Interestingly enough, I would have been happy with the classification actually laid forth in Stern-Levison (2002). They proposed a size/composition matrix similar to that of stars, with all objects large enough to be in hydrostatic equilibrium included. The mass would be grouped into "subdwarf" (Ceres, Pluto, Charon, etc), "dwarf" (Mercury, Venus, Earth, Mars), "subgiant" (Uranus, Neptune, Saturn), "giant" (Jupiter), and "supergiant" categories, while the composition grouped into "rock" (terrestrial planets, asteroids), "ice" (KBOs, uranus, neptune), and "hydrogen" (saturn, jupiter). So for example Jupiter would be a "hydrogen giant planet". Pluto would be a "rocky subdwarf planet". Titan would be a "icy subdwarf satellite". Etc.

Re: It's so ridiculously easy

[Rei]

Oh, and while we're at it, according to the IAU's definition, Jupiter shouldn't be a planet. They define planets as bodies that orbit the sun that have cleared their neighborhoods. Jupiter does not orbit the sun. It orbits the Sol-Jupiter barycentre, which is outside of the sun - the sun and Jupiter roughly co-orbit this point.

Re:Does this mean??!

[Rei]

Nope. A tiny fraction of a group who is overwhelmingly not planetary scientists has spoken and made their internally-inconsistent definition. It stands until they revoke or alter it.

Re: Does this mean??!

[Rei]

Except a tiny fraction of planetary scientists actually disagree with the classification of Pluto.

In the words of Wikipedia, "Citation needed". The planetary scientists at the IAU meeting had been by and large pursuing a definition involving a body reaching gravitational equilibrium. They've also been leading the charge to get it overturned. There are numerous published papers by planetary scientists who continue to refer to large KBOs and the like as planets. The New Horizons team is particularly notable in continued references to them as planets.

The vote passed via a non-randomly-selected 4% of the IAU's membership who were - as previously mentioned - overwhelmingly not planetary scientists. Letting people who study stars (by the way, a "dwarf star" is still a "star") decide what a planet is is just plain stupid - it's not their field of expertise.
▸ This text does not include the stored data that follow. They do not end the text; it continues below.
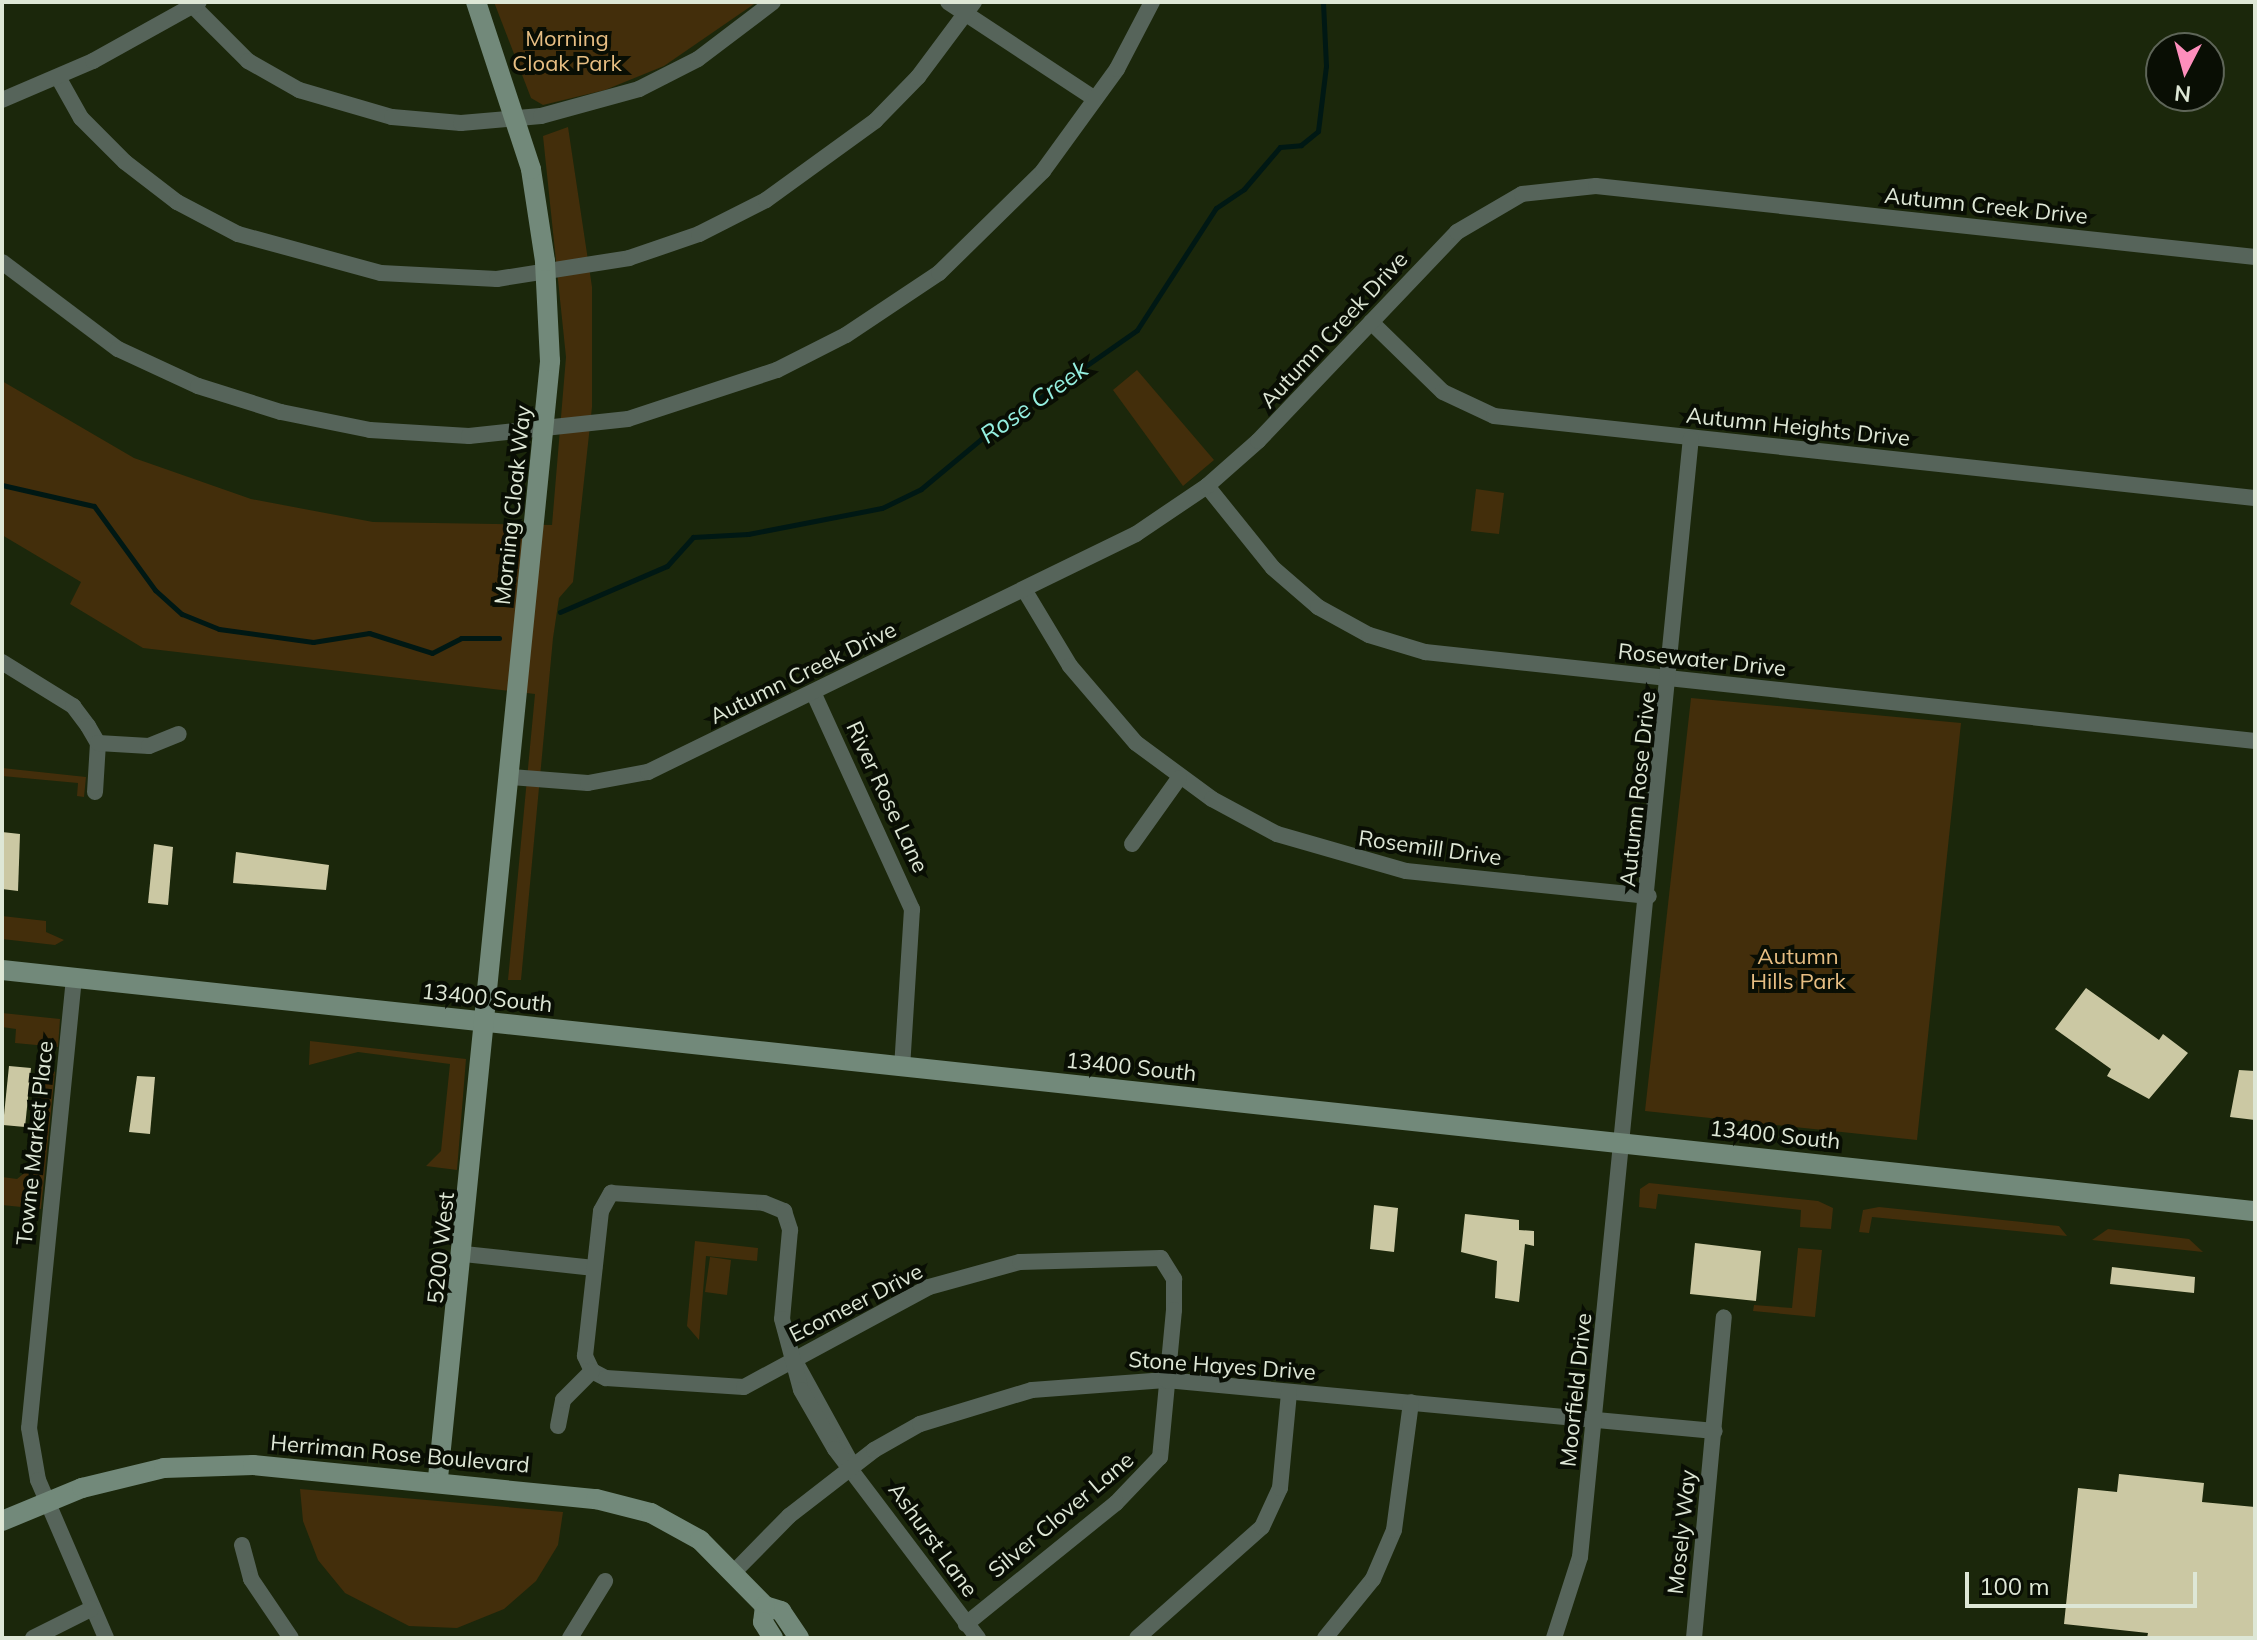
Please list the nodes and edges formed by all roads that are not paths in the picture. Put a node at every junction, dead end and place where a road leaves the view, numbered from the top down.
1 (476, 2) edge
2 (773, 2) edge
3 (948, 2) edge
4 (1152, 2) edge
5 (196, 4) edge
6 (970, 8) edge
7 (58, 77) junction
8 (1095, 99) junction
9 (2, 100) edge
10 (519, 119) junction
11 (2255, 257) edge
12 (2, 262) edge
13 (546, 274) junction
14 (1371, 322) junction
15 (545, 431) junction
16 (1691, 438) junction
17 (1207, 486) junction
18 (2255, 498) edge
19 (1025, 591) junction
20 (2, 662) edge
21 (1671, 679) junction
22 (813, 692) junction
23 (179, 734) dead end
24 (2255, 741) edge
25 (98, 743) junction
26 (511, 777) junction
27 (1179, 778) junction
28 (95, 792) dead end
29 (1132, 844) dead end
30 (1649, 896) junction
31 (2, 970) edge
32 (74, 978) junction
33 (487, 1022) junction
34 (902, 1066) junction
35 (1623, 1143) junction
36 (2255, 1211) edge
37 (464, 1254) junction
38 (594, 1268) junction
39 (1724, 1317) dead end
40 (793, 1359) junction
41 (592, 1371) junction
42 (1166, 1380) junction
43 (1289, 1392) junction
44 (1411, 1402) junction
45 (1595, 1419) junction
46 (558, 1426) dead end
47 (1715, 1431) junction
48 (852, 1466) junction
49 (438, 1478) junction
50 (46, 1502) junction
51 (2, 1521) edge
52 (242, 1545) dead end
53 (735, 1571) junction
54 (605, 1581) dead end
55 (765, 1606) junction
56 (91, 1609) junction
57 (966, 1624) junction
58 (33, 1638) edge
59 (106, 1638) edge
60 (291, 1638) edge
61 (570, 1638) edge
62 (773, 1638) edge
63 (799, 1638) edge
64 (978, 1638) edge
65 (1137, 1638) edge
66 (1325, 1638) edge
67 (1554, 1638) edge
68 (1694, 1638) edge

1 - 10 street, Morning Cloak Way
2 - 10 street
3 - 6 street
4 - 8 street
5 - 7 street
5 - 10 street
6 - 8 street
6 - 13 street
7 - 9 street
7 - 13 street
8 - 15 street
10 - 13 street, Morning Cloak Way
11 - 14 street, Autumn Creek Drive
12 - 15 street
13 - 15 street, Morning Cloak Way
14 - 16 street, Autumn Heights Drive
14 - 17 street, Autumn Creek Drive
15 - 26 street, Morning Cloak Way
16 - 18 street, Autumn Heights Drive
16 - 21 street, Autumn Rose Drive
17 - 19 street, Autumn Creek Drive
17 - 21 street, Rosewater Drive
19 - 22 street, Autumn Creek Drive
19 - 27 street, Rosemill Drive
20 - 25 street
21 - 24 street, Rosewater Drive
21 - 30 street, Autumn Rose Drive
22 - 26 street, Autumn Creek Drive
22 - 34 street, River Rose Lane
23 - 25 street
25 - 28 street
26 - 33 street, Morning Cloak Way
27 - 29 street
27 - 30 street, Rosemill Drive
30 - 35 street, Autumn Rose Drive
31 - 32 street, 13400 South
32 - 33 street, 13400 South
32 - 50 street, Towne Market Place
33 - 34 street, 13400 South
33 - 37 street, 5200 West
34 - 35 street, 13400 South
35 - 36 street, 13400 South
35 - 45 street, Moorfield Drive
37 - 38 street
37 - 49 street, 5200 West
38 - 40 street
38 - 41 street
39 - 47 street, Mosely Way
40 - 41 street, Ecomeer Drive
40 - 42 street, Ecomeer Drive
40 - 48 street, Ashurst Lane
41 - 46 street
42 - 43 street, Stone Hayes Drive
42 - 48 street, Stone Hayes Drive
42 - 57 street, Silver Clover Lane
43 - 44 street, Stone Hayes Drive
43 - 65 street
44 - 45 street, Stone Hayes Drive
44 - 66 street
45 - 47 street, Stone Hayes Drive
45 - 67 street, Moorfield Drive
47 - 68 street, Mosely Way
48 - 53 street, Stone Hayes Drive
48 - 57 street, Ashurst Lane
49 - 50 street, Herriman Rose Boulevard
49 - 53 street, Herriman Rose Boulevard
50 - 51 street, Herriman Rose Boulevard
50 - 56 street, Towne Market Place
52 - 60 street
53 - 55 street, Herriman Rose Boulevard
54 - 61 street
55 - 62 street, Herriman Rose Boulevard
55 - 63 street, Herriman Rose Boulevard
56 - 58 street
56 - 59 street, Towne Market Place
57 - 64 street, Ashurst Lane

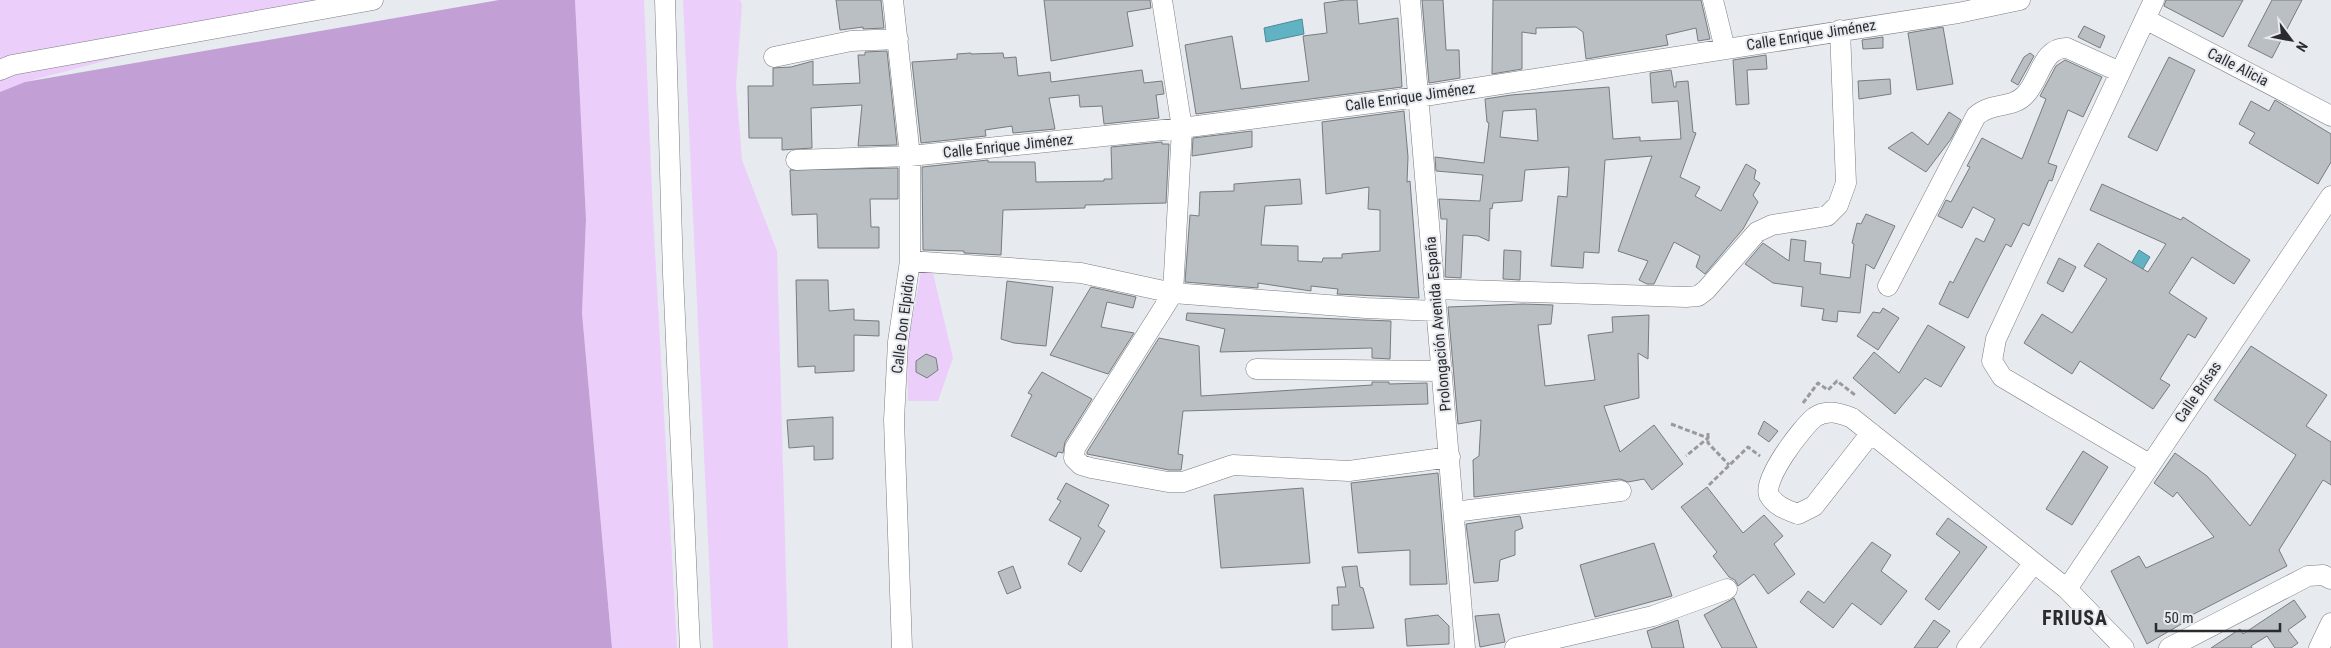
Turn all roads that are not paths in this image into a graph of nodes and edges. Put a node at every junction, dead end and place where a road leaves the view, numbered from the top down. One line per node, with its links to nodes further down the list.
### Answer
1 (373, 0): 15 (street)
2 (665, 0): 40 (street)
3 (893, 0): 12 (street, Calle Don Elpidio)
4 (1162, 0): 19 (street)
5 (1410, 0): 17 (street, Prolongación Avenida España)
6 (1713, 0): 13 (street)
7 (2020, 0): 9 (street, Calle Enrique Jiménez)
8 (2154, 0): 10 (street)
9 (1957, 6): 11 (street, Calle Enrique Jiménez)
10 (2145, 19): 16 (street); 18 (street, Calle Alicia)
11 (1840, 30): 13 (street, Calle Enrique Jiménez); 25 (street)
12 (898, 39): 14 (street); 20 (street, Calle Don Elpidio)
13 (1724, 49): 17 (street, Calle Enrique Jiménez)
14 (774, 57)
15 (0, 70)
16 (2120, 72): 24 (street); 32 (street)
17 (1418, 97): 19 (street, Calle Enrique Jiménez); 25 (street, Prolongación Avenida España)
18 (2331, 116)
19 (1182, 128): 20 (street, Calle Enrique Jiménez); 26 (street)
20 (910, 156): 21 (street, Calle Enrique Jiménez); 23 (street, Calle Don Elpidio)
21 (796, 160)
22 (2331, 196): 32 (street, Calle Brisas)
23 (910, 261): 26 (street); 41 (street, Calle Don Elpidio)
24 (1888, 286)
25 (1434, 289): 27 (street, Prolongación Avenida España)
26 (1173, 294): 27 (street); 31 (street)
27 (1436, 312): 29 (street, Prolongación Avenida España)
28 (1256, 370): 29 (street)
29 (1441, 370): 31 (street, Prolongación Avenida España)
30 (1871, 433): 30 (street); 35 (street)
31 (1450, 457): 34 (street, Prolongación Avenida España)
32 (2149, 464): 38 (street, Calle Brisas)
33 (1621, 492): 34 (street)
34 (1454, 512): 42 (street, Prolongación Avenida España)
35 (2034, 563): 38 (street); 44 (street)
36 (2331, 579): 46 (street)
37 (1727, 589): 43 (street)
38 (2067, 589): 45 (street)
39 (2331, 623): 47 (street)
40 (690, 648)
41 (902, 648)
42 (1465, 648)
43 (1515, 648)
44 (1967, 648)
45 (2124, 648)
46 (2169, 648)
47 (2319, 648)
The first draft proposal indeed went with the planetary scientists' version - hydrostatic equilibrium being the criteria, and was confirmed on the 18th, with intent to vote on the 24th. Many people left the IAU meeting thinking that this was the version that was going to be voted on, and since they supported either having it or no definition at all, they didn't need to be there. The proposal was changed however on the 22nd. Due to dischord among the IAU members there were "secret" negotiations held on the proposal on the evening of the 23rd, and it looked increasingly unlikely that anything was going to be agreed upon. But then they came out with the current version on the 24th - after most of the membership had left - and had it voted on during the same day, when most of the people remaining were the ones who had been fighting against the planetary scientists' equilibrium definition. They furthermore reverted the standard rules which only allow people in a specific field to vote on matters related to their field, declaring the definition of planet a matter applicable to the whole union, so that everyone, not just planetary scientists, could vote.

There are not little complaints about "the exact wording" - do I really need to go into a breakdown of all of the arguments against it?

Re: Does this mean??!

[Rei]

I described the process that led up to the vote, which you can easily read anywhere on the net. You can also readily find no shortage of planetary scientists complaining about it on the net. If there's any specific fact you disagree with, state it and I will reference it for you.